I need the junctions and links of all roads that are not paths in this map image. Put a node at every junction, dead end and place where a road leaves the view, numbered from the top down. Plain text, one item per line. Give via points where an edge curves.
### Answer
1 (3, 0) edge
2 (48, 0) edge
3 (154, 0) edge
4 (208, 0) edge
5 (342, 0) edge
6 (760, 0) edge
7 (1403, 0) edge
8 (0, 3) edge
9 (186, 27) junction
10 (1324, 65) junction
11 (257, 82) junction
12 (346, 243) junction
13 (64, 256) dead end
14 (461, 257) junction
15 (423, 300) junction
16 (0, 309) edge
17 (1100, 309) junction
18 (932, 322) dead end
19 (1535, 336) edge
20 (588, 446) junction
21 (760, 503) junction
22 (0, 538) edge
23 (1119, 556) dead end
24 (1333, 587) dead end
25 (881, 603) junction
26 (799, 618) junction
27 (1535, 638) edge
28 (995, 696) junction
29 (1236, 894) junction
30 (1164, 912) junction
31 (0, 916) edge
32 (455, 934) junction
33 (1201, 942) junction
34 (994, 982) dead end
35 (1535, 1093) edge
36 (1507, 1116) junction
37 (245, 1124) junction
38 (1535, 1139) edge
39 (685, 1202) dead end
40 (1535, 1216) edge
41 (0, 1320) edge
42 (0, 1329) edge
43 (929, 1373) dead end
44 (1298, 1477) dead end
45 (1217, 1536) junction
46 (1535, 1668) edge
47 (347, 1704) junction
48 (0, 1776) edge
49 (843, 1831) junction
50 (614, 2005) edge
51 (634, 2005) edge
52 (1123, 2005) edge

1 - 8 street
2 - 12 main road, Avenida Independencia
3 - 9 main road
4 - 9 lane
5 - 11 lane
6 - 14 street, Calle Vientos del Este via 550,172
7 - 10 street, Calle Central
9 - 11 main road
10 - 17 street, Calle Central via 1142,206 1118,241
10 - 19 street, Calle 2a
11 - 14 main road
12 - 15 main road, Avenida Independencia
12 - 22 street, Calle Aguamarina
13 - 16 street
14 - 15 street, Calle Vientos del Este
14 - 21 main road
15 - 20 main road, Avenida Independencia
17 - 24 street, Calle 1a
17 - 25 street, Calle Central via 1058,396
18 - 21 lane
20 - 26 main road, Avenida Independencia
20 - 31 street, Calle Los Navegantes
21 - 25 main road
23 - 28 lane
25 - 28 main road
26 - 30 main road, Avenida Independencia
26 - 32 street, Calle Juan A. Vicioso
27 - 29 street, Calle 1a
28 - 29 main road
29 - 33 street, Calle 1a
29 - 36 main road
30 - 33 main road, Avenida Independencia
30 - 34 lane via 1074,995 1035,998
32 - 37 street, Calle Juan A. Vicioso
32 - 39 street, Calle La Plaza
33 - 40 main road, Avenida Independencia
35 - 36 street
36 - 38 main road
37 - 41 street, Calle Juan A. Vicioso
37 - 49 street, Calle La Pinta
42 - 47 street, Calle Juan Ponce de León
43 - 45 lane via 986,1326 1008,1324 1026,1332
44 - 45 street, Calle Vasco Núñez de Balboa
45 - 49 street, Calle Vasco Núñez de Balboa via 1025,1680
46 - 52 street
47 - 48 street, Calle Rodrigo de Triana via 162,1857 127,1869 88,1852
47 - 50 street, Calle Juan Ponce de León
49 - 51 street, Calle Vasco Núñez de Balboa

--- TASK PROMPT ---
The lines to copy are those in the listing that contain "Vasco".

--- OUTPUT OF THE TASK ---
44 - 45 street, Calle Vasco Núñez de Balboa
45 - 49 street, Calle Vasco Núñez de Balboa via 1025,1680
49 - 51 street, Calle Vasco Núñez de Balboa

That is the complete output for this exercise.